### What is expected
Copy the entries that appear below in full, leaving out any picture among them.

### Records provided
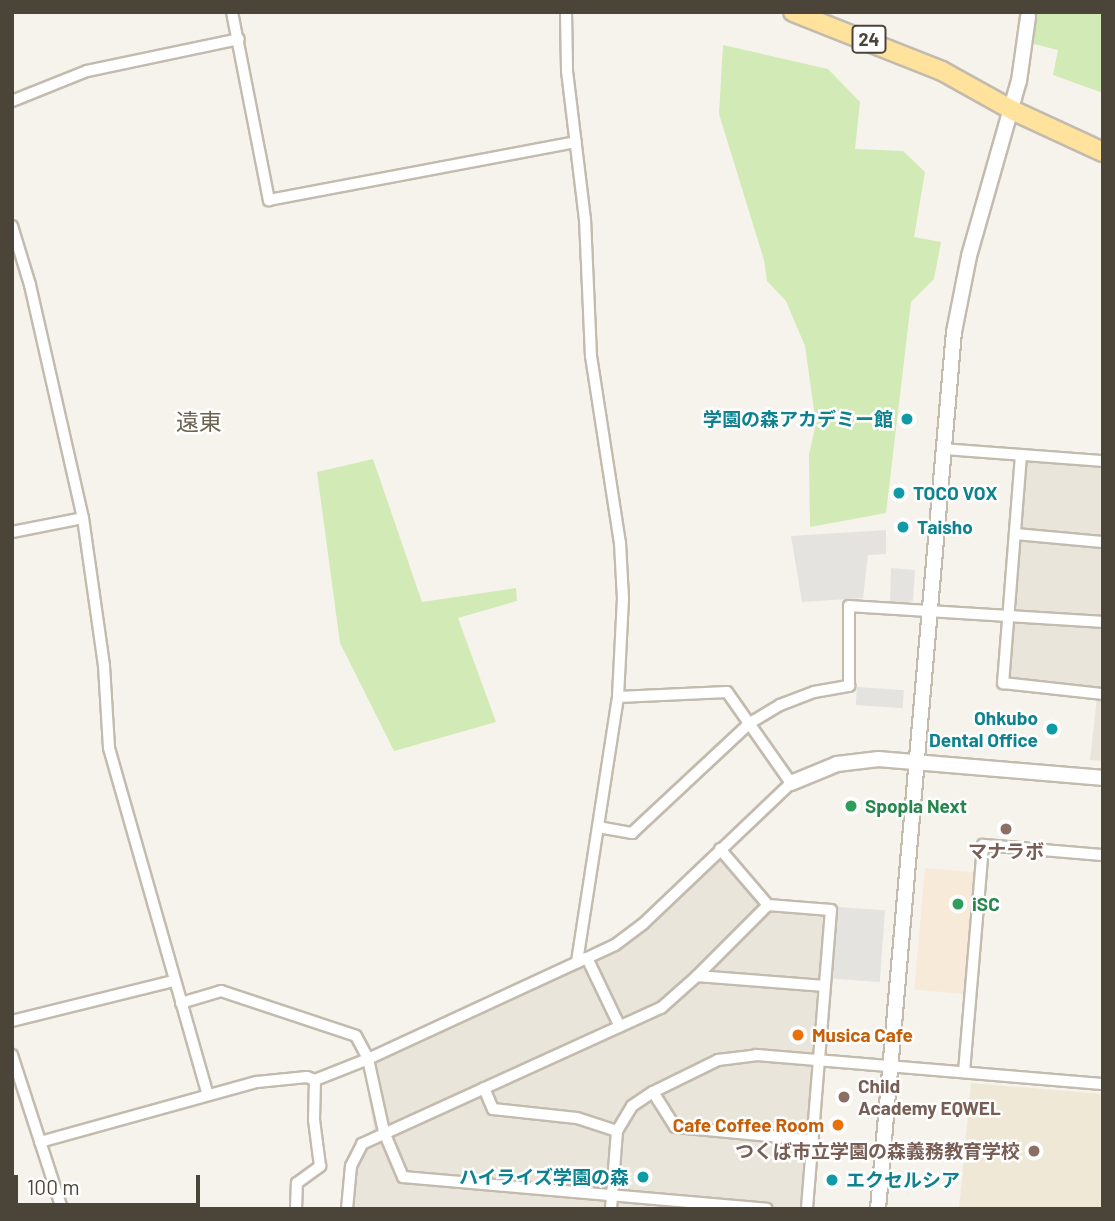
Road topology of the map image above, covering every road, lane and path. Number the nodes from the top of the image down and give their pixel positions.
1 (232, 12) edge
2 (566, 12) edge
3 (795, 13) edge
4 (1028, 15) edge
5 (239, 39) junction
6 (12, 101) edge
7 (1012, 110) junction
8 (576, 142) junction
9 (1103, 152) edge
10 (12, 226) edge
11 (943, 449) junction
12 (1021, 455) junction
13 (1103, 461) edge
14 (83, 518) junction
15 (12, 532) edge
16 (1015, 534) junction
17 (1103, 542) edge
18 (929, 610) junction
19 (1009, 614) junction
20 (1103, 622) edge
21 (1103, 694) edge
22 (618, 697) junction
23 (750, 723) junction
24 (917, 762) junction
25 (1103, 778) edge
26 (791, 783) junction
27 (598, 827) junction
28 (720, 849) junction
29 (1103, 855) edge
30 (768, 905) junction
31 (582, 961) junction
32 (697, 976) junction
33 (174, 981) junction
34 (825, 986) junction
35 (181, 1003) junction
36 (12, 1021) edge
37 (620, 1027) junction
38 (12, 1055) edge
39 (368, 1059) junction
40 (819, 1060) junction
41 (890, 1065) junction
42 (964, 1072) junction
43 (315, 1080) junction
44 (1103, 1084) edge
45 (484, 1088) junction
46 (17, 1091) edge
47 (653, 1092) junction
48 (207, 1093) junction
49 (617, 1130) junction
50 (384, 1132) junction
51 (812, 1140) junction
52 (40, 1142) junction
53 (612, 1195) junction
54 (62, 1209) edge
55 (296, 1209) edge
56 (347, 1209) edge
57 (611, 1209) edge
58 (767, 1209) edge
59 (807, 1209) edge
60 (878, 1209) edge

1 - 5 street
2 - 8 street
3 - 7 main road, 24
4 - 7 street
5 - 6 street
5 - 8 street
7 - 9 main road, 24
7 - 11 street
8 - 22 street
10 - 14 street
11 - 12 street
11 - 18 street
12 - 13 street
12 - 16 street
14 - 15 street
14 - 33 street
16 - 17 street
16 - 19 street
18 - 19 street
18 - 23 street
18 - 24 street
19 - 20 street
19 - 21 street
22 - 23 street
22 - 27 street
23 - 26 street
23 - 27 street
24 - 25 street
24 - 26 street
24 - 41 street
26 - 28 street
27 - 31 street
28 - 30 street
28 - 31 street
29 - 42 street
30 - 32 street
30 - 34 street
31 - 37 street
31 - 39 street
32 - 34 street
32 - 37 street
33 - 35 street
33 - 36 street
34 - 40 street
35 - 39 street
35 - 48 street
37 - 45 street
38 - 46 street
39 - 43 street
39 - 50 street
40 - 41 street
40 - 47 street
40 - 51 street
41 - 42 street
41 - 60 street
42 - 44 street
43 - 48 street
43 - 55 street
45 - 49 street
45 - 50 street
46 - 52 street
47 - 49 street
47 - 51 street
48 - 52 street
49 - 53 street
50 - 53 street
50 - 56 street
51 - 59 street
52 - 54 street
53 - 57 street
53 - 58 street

### Answer below
Road topology of the map image above, covering every road, lane and path. Number the nodes from the top of the image down and give their pixel positions.
1 (232, 12) edge
2 (566, 12) edge
3 (795, 13) edge
4 (1028, 15) edge
5 (239, 39) junction
6 (12, 101) edge
7 (1012, 110) junction
8 (576, 142) junction
9 (1103, 152) edge
10 (12, 226) edge
11 (943, 449) junction
12 (1021, 455) junction
13 (1103, 461) edge
14 (83, 518) junction
15 (12, 532) edge
16 (1015, 534) junction
17 (1103, 542) edge
18 (929, 610) junction
19 (1009, 614) junction
20 (1103, 622) edge
21 (1103, 694) edge
22 (618, 697) junction
23 (750, 723) junction
24 (917, 762) junction
25 (1103, 778) edge
26 (791, 783) junction
27 (598, 827) junction
28 (720, 849) junction
29 (1103, 855) edge
30 (768, 905) junction
31 (582, 961) junction
32 (697, 976) junction
33 (174, 981) junction
34 (825, 986) junction
35 (181, 1003) junction
36 (12, 1021) edge
37 (620, 1027) junction
38 (12, 1055) edge
39 (368, 1059) junction
40 (819, 1060) junction
41 (890, 1065) junction
42 (964, 1072) junction
43 (315, 1080) junction
44 (1103, 1084) edge
45 (484, 1088) junction
46 (17, 1091) edge
47 (653, 1092) junction
48 (207, 1093) junction
49 (617, 1130) junction
50 (384, 1132) junction
51 (812, 1140) junction
52 (40, 1142) junction
53 (612, 1195) junction
54 (62, 1209) edge
55 (296, 1209) edge
56 (347, 1209) edge
57 (611, 1209) edge
58 (767, 1209) edge
59 (807, 1209) edge
60 (878, 1209) edge

1 - 5 street
2 - 8 street
3 - 7 main road, 24
4 - 7 street
5 - 6 street
5 - 8 street
7 - 9 main road, 24
7 - 11 street
8 - 22 street
10 - 14 street
11 - 12 street
11 - 18 street
12 - 13 street
12 - 16 street
14 - 15 street
14 - 33 street
16 - 17 street
16 - 19 street
18 - 19 street
18 - 23 street
18 - 24 street
19 - 20 street
19 - 21 street
22 - 23 street
22 - 27 street
23 - 26 street
23 - 27 street
24 - 25 street
24 - 26 street
24 - 41 street
26 - 28 street
27 - 31 street
28 - 30 street
28 - 31 street
29 - 42 street
30 - 32 street
30 - 34 street
31 - 37 street
31 - 39 street
32 - 34 street
32 - 37 street
33 - 35 street
33 - 36 street
34 - 40 street
35 - 39 street
35 - 48 street
37 - 45 street
38 - 46 street
39 - 43 street
39 - 50 street
40 - 41 street
40 - 47 street
40 - 51 street
41 - 42 street
41 - 60 street
42 - 44 street
43 - 48 street
43 - 55 street
45 - 49 street
45 - 50 street
46 - 52 street
47 - 49 street
47 - 51 street
48 - 52 street
49 - 53 street
50 - 53 street
50 - 56 street
51 - 59 street
52 - 54 street
53 - 57 street
53 - 58 street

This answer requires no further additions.